11.0.♢ Suppose RTTnoLoad is 100 ms and the available bandwidth is 1,000 packets/sec. Sliding windows is used.

(a). What is the transit capacity for the connection?
(b). If RTTactual rises to 130 ms (due to use of a larger winsize), how many packets are in a queue at any one time?
(c). If winsize increases by 50, what is RTTactual?

12.0. Suppose RTTnoLoad is 50 ms and the available bandwidth is 2,000 packets/sec (2 packets/ms). Sliding windows is used for transmission.

(a). What window size is needed to remain just at the knee of congestion?
(b). If RTTactual rises to 60 ms (due to use of a larger winsize), how many packets are in a queue at any one time?
(c).
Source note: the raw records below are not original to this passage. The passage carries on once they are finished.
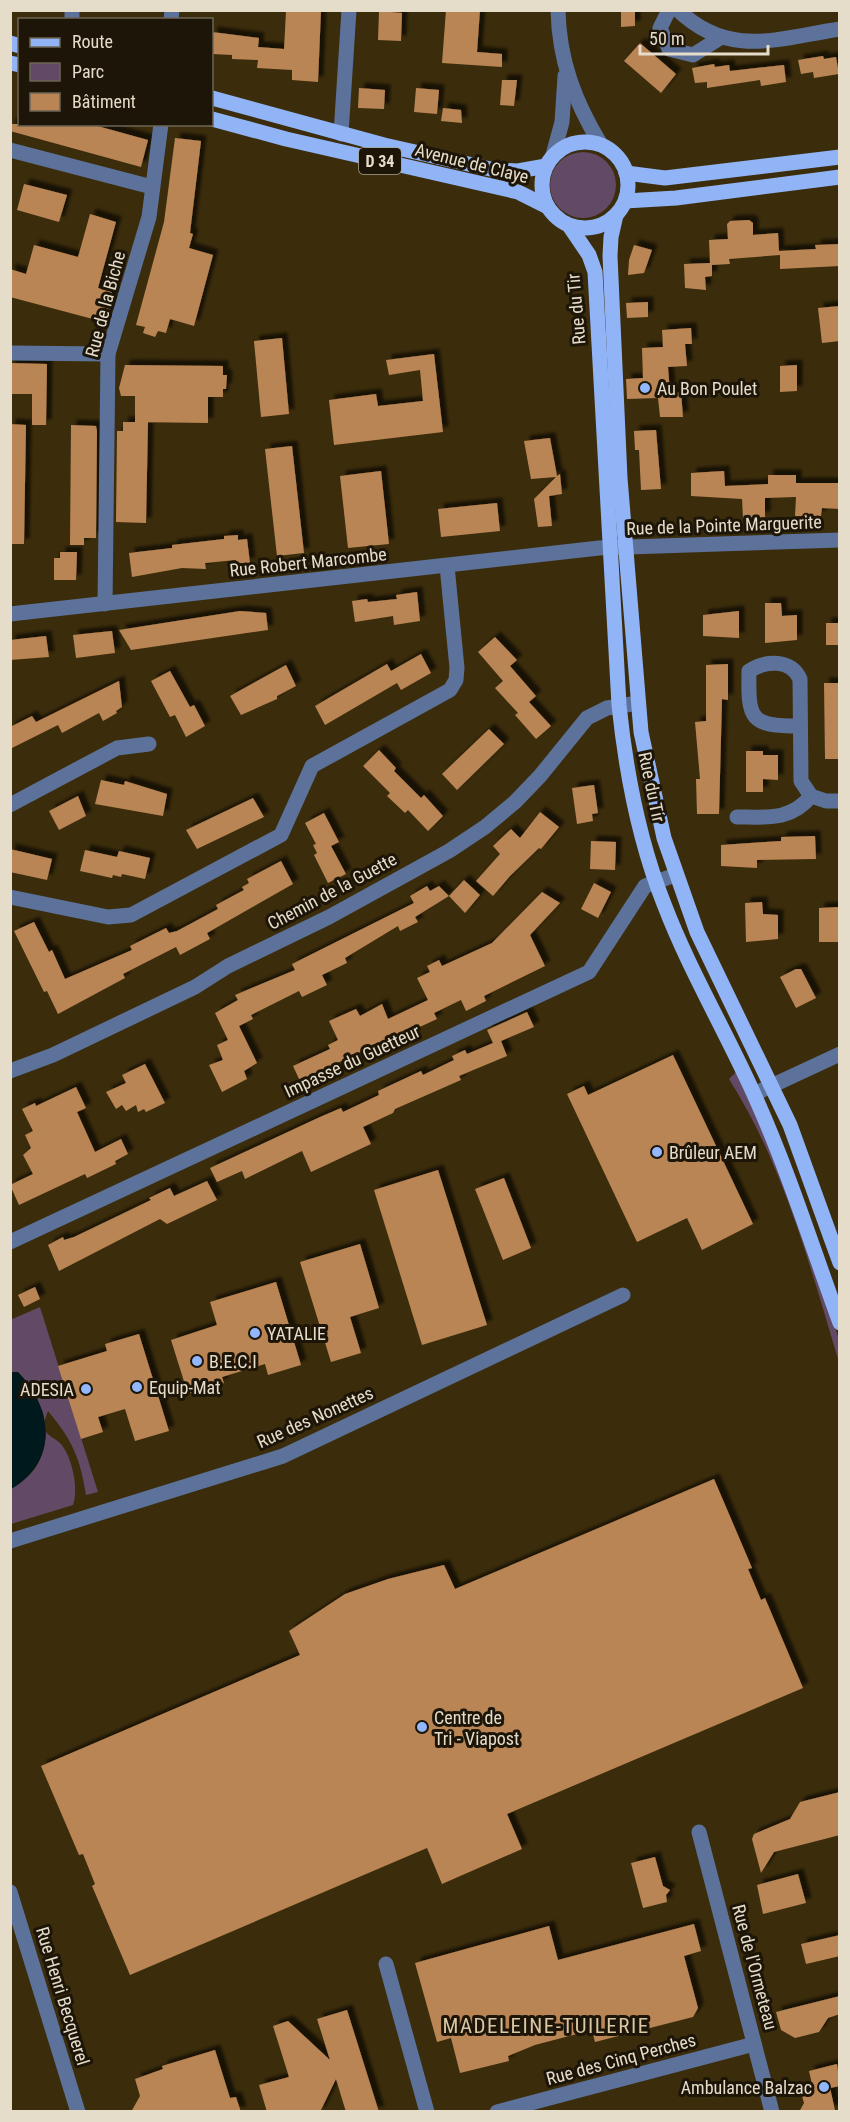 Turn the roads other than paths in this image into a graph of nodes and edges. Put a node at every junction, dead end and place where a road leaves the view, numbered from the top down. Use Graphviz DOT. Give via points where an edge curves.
graph roads {
  1 [pos="349,10"];
  2 [pos="558,10"];
  3 [pos="669,10"];
  4 [pos="678,10"];
  5 [pos="840,29"];
  6 [pos="720,38"];
  7 [pos="565,73"];
  8 [pos="213,98"];
  9 [pos="213,119"];
  10 [pos="161,126"];
  11 [pos="341,134"];
  12 [pos="601,145"];
  13 [pos="10,150"];
  14 [pos="840,157"];
  15 [pos="549,160"];
  16 [pos="626,173"];
  17 [pos="840,177"];
  18 [pos="152,187"];
  19 [pos="625,201"];
  20 [pos="546,206"];
  21 [pos="616,215"];
  22 [pos="570,227"];
  23 [pos="10,352"];
  24 [pos="108,354"];
  25 [pos="840,540"];
  26 [pos="626,547"];
  27 [pos="610,548"];
  28 [pos="447,566"];
  29 [pos="105,604"];
  30 [pos="10,614"];
  31 [pos="638,703"];
  32 [pos="619,705"];
  33 [pos="800,726"];
  34 [pos="149,744"];
  35 [pos="811,796"];
  36 [pos="840,801"];
  37 [pos="10,805"];
  38 [pos="736,817"];
  39 [pos="675,875"];
  40 [pos="656,882"];
  41 [pos="10,897"];
  42 [pos="840,1054"];
  43 [pos="10,1071"];
  44 [pos="772,1085"];
  45 [pos="754,1094"];
  46 [pos="10,1242"];
  47 [pos="840,1263"];
  48 [pos="622,1295"];
  49 [pos="840,1323"];
  50 [pos="10,1541"];
  51 [pos="699,1832"];
  52 [pos="10,1892"];
  53 [pos="386,1964"];
  54 [pos="754,2044"];
  55 [pos="78,2112"];
  56 [pos="427,2112"];
  57 [pos="497,2112"];
  58 [pos="772,2112"];
  1 -- 11 [label="street"];
  2 -- 7 [label="street"];
  3 -- 6 [label="street" via="660,28 669,49 693,55"];
  4 -- 6 [label="street" via="689,21"];
  5 -- 6 [label="street" via="752,43"];
  7 -- 12 [label="street"];
  7 -- 15 [label="street" via="562,122"];
  8 -- 11 [label="main road, Avenue de Claye / D 34"];
  9 -- 20 [label="main road, Avenue de Claye / D 34" via="518,192"];
  10 -- 18 [label="street, Rue de la Biche"];
  11 -- 15 [label="main road, Avenue de Claye / D 34" via="503,172"];
  12 -- 15 [label="main road" via="567,145"];
  12 -- 16 [label="main road" via="617,156"];
  13 -- 18 [label="street"];
  14 -- 16 [label="main road" via="665,178"];
  15 -- 20 [label="main road" via="542,186"];
  16 -- 19 [label="main road"];
  17 -- 19 [label="main road"];
  18 -- 24 [label="street, Rue de la Biche" via="149,217"];
  19 -- 21 [label="main road"];
  20 -- 22 [label="main road" via="556,219"];
  21 -- 22 [label="main road" via="603,225"];
  21 -- 26 [label="main road, Rue du Tir" via="611,237 610,293"];
  22 -- 27 [label="main road, Rue du Tir" via="589,255 595,272"];
  23 -- 24 [label="street"];
  24 -- 29 [label="street, Rue de la Biche"];
  25 -- 26 [label="street, Rue de la Pointe Marguerite"];
  26 -- 27 [label="street, Rue de la Pointe Marguerite"];
  26 -- 31 [label="main road, Rue du Tir"];
  27 -- 28 [label="street, Rue Robert Marcombe"];
  27 -- 32 [label="main road, Rue du Tir"];
  28 -- 29 [label="street, Rue Robert Marcombe"];
  28 -- 41 [label="street" via="457,668 450,690 312,766 281,835 132,915 108,917"];
  29 -- 30 [label="street, Rue Robert Marcombe"];
  31 -- 32 [label="street, Chemin de la Guette"];
  31 -- 39 [label="main road, Rue du Tir" via="646,767"];
  32 -- 40 [label="main road, Rue du Tir" via="629,778"];
  32 -- 43 [label="street, Chemin de la Guette" via="587,718 514,802 449,851 195,987"];
  33 -- 33 [label="street" via="800,679 796,670 776,663 750,671 748,702 754,717 772,726"];
  33 -- 35 [label="street" via="801,781"];
  34 -- 37 [label="street" via="117,748"];
  35 -- 36 [label="street"];
  35 -- 38 [label="street" via="789,814"];
  39 -- 40 [label="street, Impasse du Guetteur"];
  39 -- 44 [label="main road, Rue du Tir" via="697,932"];
  40 -- 45 [label="main road, Rue du Tir" via="683,949"];
  40 -- 46 [label="street, Impasse du Guetteur" via="645,886 589,972"];
  42 -- 44 [label="street"];
  44 -- 45 [label="street"];
  44 -- 47 [label="main road, Rue du Tir"];
  45 -- 49 [label="main road, Rue du Tir"];
  48 -- 50 [label="street, Rue des Nonettes" via="283,1456"];
  51 -- 54 [label="street, Rue de l'Ormeteau"];
  52 -- 55 [label="street, Rue Henri Becquerel"];
  53 -- 56 [label="street"];
  54 -- 57 [label="street, Rue des Cinq Perches"];
  54 -- 58 [label="street, Rue de l'Ormeteau"];
}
What value of winsize would lead to RTTactual = 60 ms?
(d). What value of winsize would make RTTactual rise to 100 ms?

13.0. Suppose stop-and-wait is used (winsize=1), and assume that while packets may be lost, they are never reordered (that is, if two packets P1 and P2 are sent in that order, and both arrive, then they arrive in that order). Show that at the point the receiver is waiting for Data[N], the only two packet arrivals possible are Data[N] and Data[N-1]. (A consequence is that, in the absence of reordering, stop-and-wait can make do with 1-bit packet sequence numbers.) Hint: if the receiver is waiting for Data[N], it must have just received Data[N-1] and sent ACK[N-1]. Also, once the sender has sent Data[N], it will never transmit a Data[K] with K<N.
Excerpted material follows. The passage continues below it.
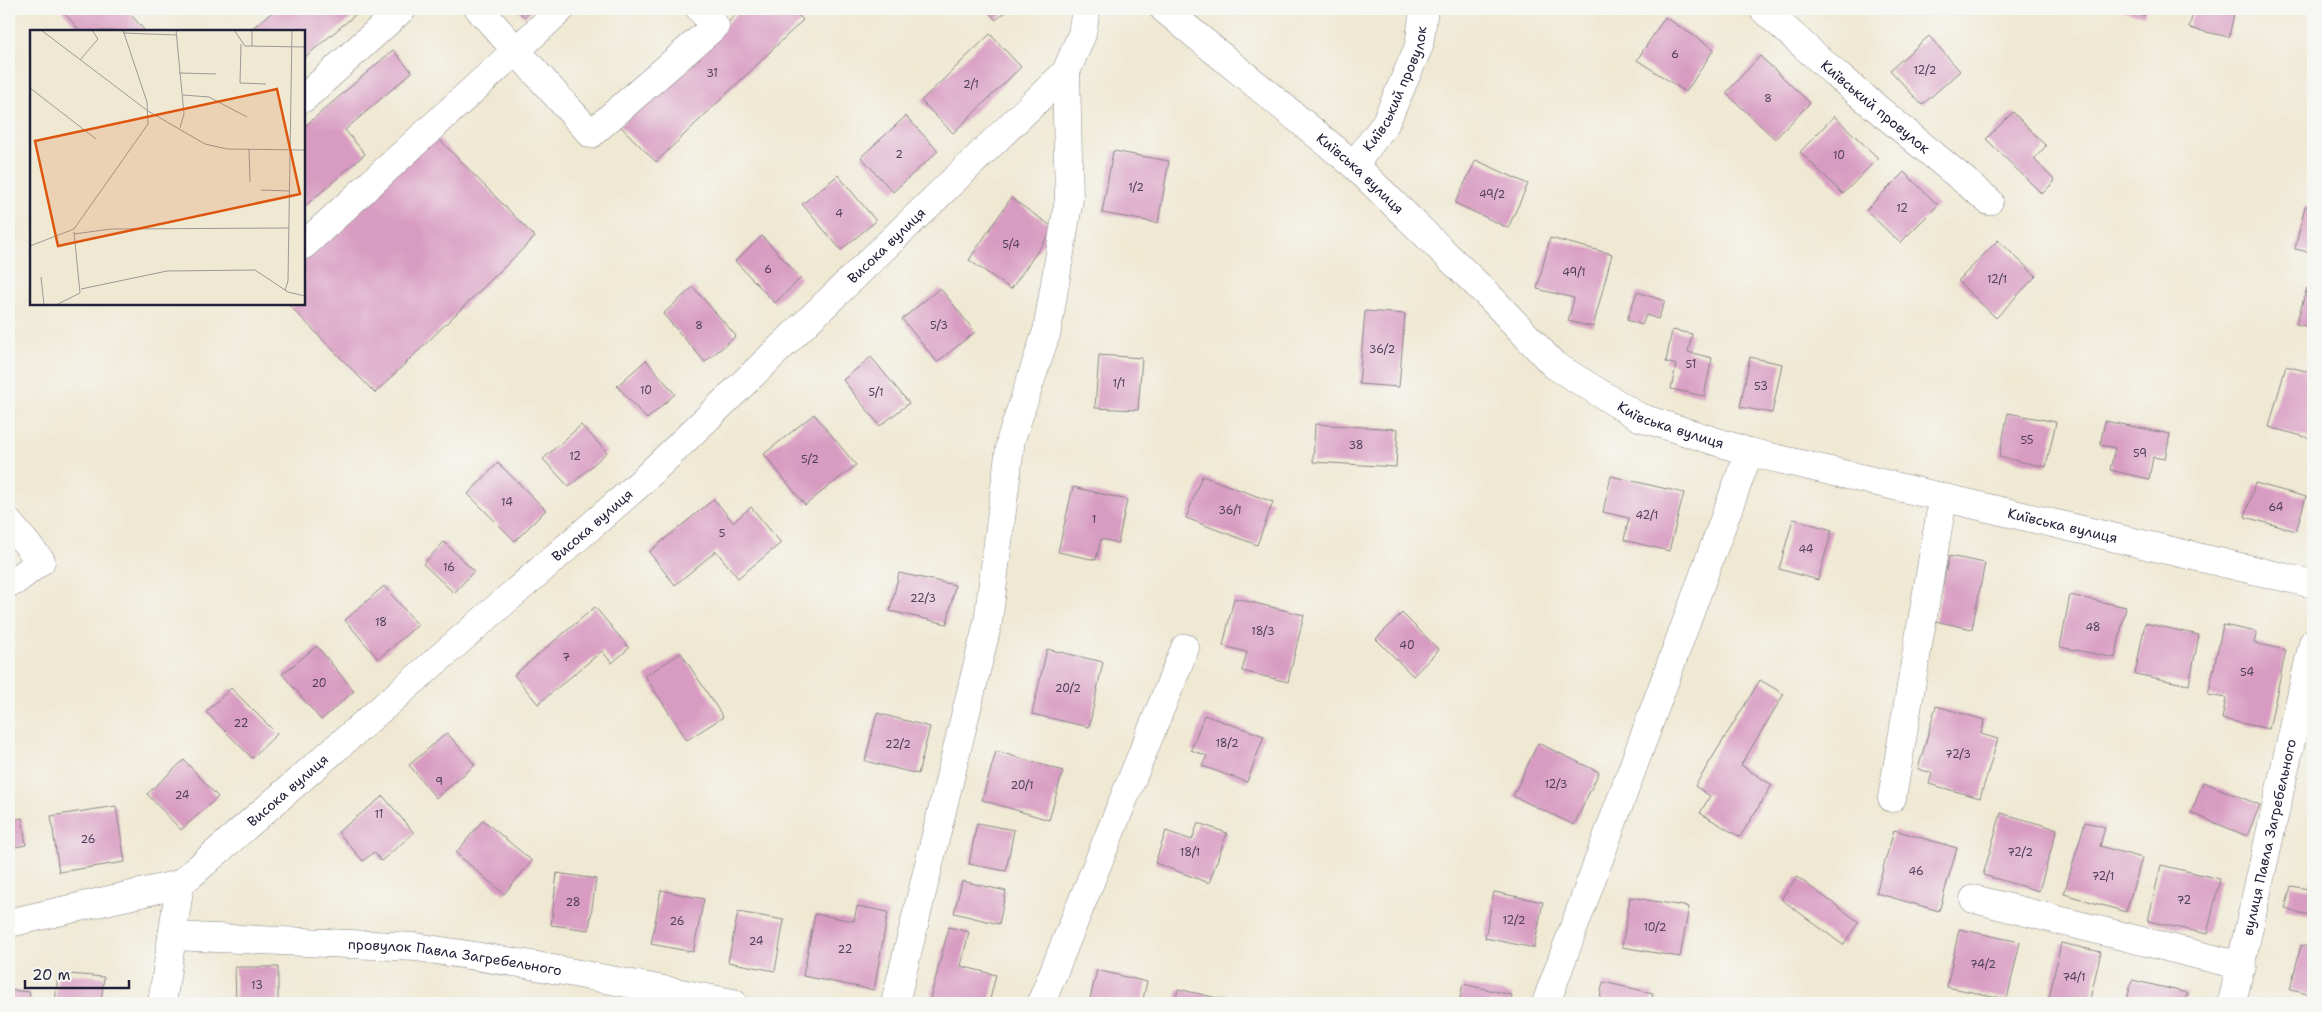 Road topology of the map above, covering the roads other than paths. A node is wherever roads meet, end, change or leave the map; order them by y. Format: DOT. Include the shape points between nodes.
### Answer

✰14.0.♢ Suppose winsize=4 in a sliding-windows connection, and assume that while packets may be lost, they are never reordered (that is, if two packets P1 and P2 are sent in that order, and both arrive, then they arrive in that order). Show that if Data[8] is in the receiver’s window (meaning that everything up through Data[4] has been received and acknowledged), then it is no longer possible for even a late Data[0] to arrive at the receiver. (A consequence of the general principle here is that – in the absence of reordering – we can replace the packet sequence number with (sequence_number) mod (2×winsize+1) without ambiguity.)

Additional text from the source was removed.